From the opening shot there is a sense of pure conviction and belief which makes To the Wonder a unique and inspirational film to watch. There is a sense that Malick has been given the freedom to experiment and improvise on set which creates some interesting moments. To the Wonder sees Malick nurturing and experimenting with his distinctive cinematic language and as with all experiments some ideas inevitably work out better than others. For instance the film focuses heavily on tenderness and conflict between characters and visually conveys these emotions through superb fleeting editing and brilliant camera work, yet these scenes are sometimes coupled with dialogue that intrudes and disrupts the flow and leaves a bad taste. Sometimes the writing is fantastic and puts into motion a new set of associations yet from time to time it feels unneeded and a little bloated. Another complaint that could be made about the film is that Olga Kurylenko's character can feel a little irritating and naive, perhaps too often seen dancing around fields and getting physical with Ben Affleck's character... yet this outgoing and energetic personality makes a good contrast to Ben Affeck's muted character.

Whilst perhaps flawed in places To the Wonder has so many great elements that it becomes easy to ignore the few problems that do exist. The craft that has gone into the film is phenomenal; the photography often transforms the mundane into something theatrical and beautiful, the camera works together with the actors and becomes an actor itself, interacting with the environment and the characters. The soundtrack - composed mainly of classical pieces - also becomes an actor, adapting to the mood and working together with the edit to build tension and emotion throughout scenes dynamically. The music is particularly good in the scenes with Neil's short-lived relationship with old school friend Jane (Rachel McAdams) around half-way through the film; high flying sporadic notes dart through the scenes and seem to suggest excitement and pleasure as much as guilt and lust.

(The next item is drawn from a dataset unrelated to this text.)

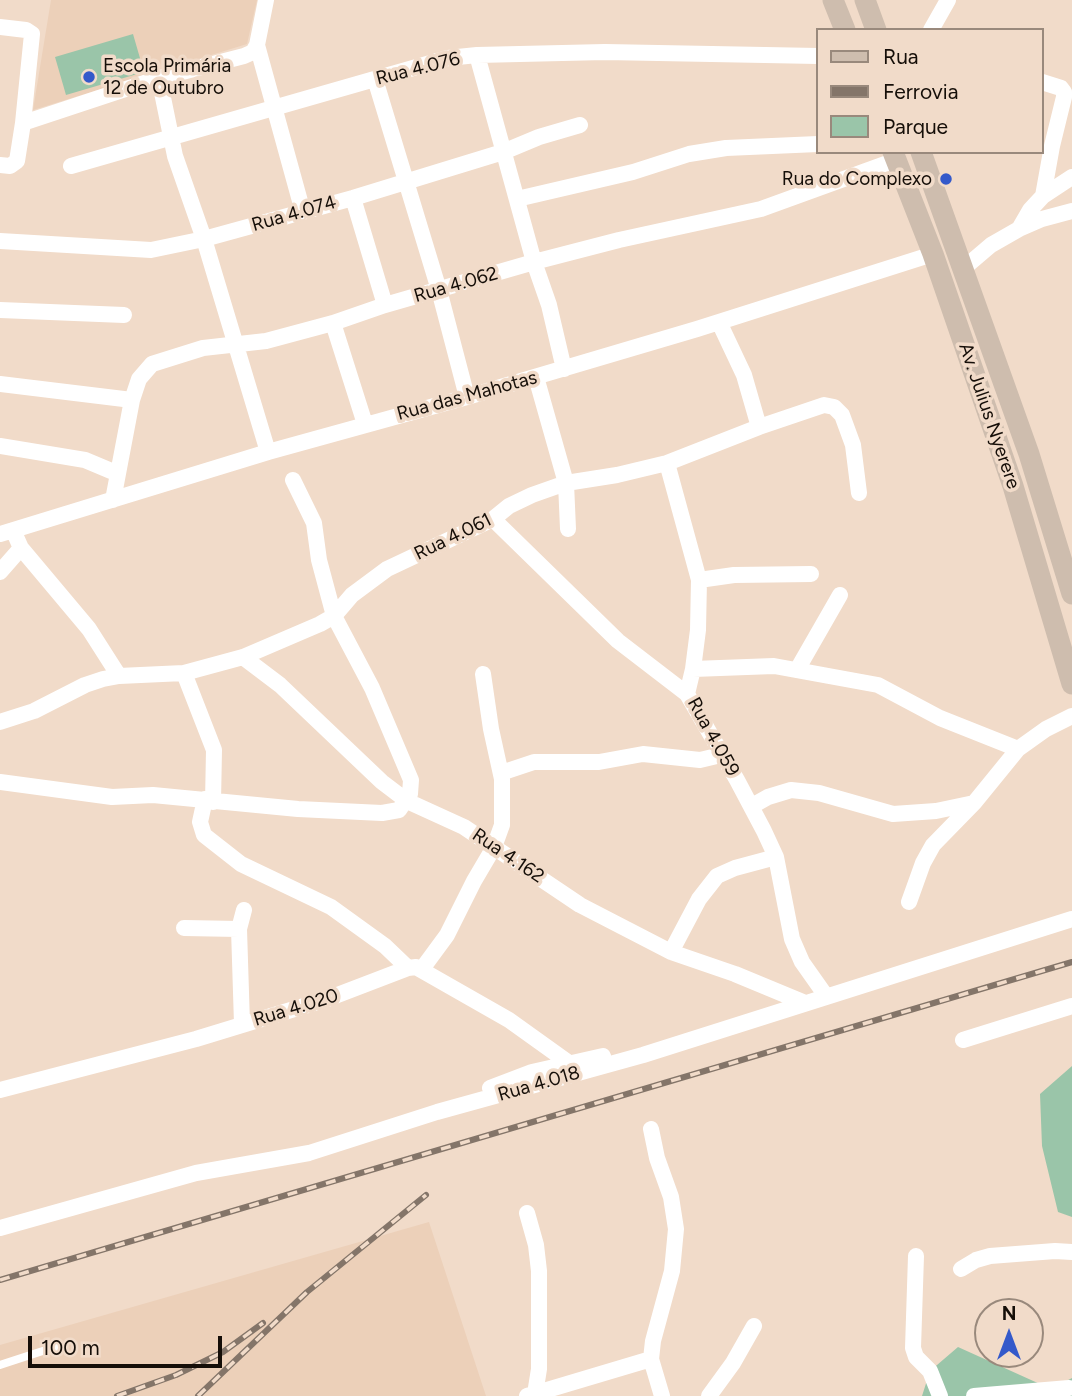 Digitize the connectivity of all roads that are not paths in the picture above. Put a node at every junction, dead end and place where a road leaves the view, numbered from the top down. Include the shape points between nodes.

There are very few modern filmmakers that you could compare Malick's recent output to; his films have more in common with the montage heavy films of Sergei Eisenstein such as Battleship Potemkin and Strike and the sensual, dreamlike work of  Andrei Tarkovsky in film's like Ivan's Childhood and Stalker than other American filmmakers of his generation such as Steven Spielberg or even David Lynch. He has created a cinematic style that is distinctly his own, a style that is incredibly composed yet energetic and mobile. To the Wonder asks for a more active role on behalf of the viewer than your 'regular' film; here the story and 'meaning' does not lie in the dialogue or in a particular scene but in memories and experiences that are pieced together by the viewer, encouraging an engaged and creative experience to occur. Inevitably, To the Wonder will not be for everyone, some will find its unique style idiosyncratic and contrived and find the characters hollow and annoying... and in some respects they would be right. To the Wonder, whilst beautiful and peerless in its craft is a film that never fully takes flight and feels too similar to his previous film, the much stronger, bolder and ambitious The Tree of Life. It never fully emerges from the shadow cast by The Tree of Life, instead offering up a stylistically similar film with a more focused story... saying that, more of the same from Terrence Malick is never a bad thing in my books! To the Wonder still offers an experience unlike many other films, it may not be perfect but fans of Malick's recent work should find a lot here to dive into.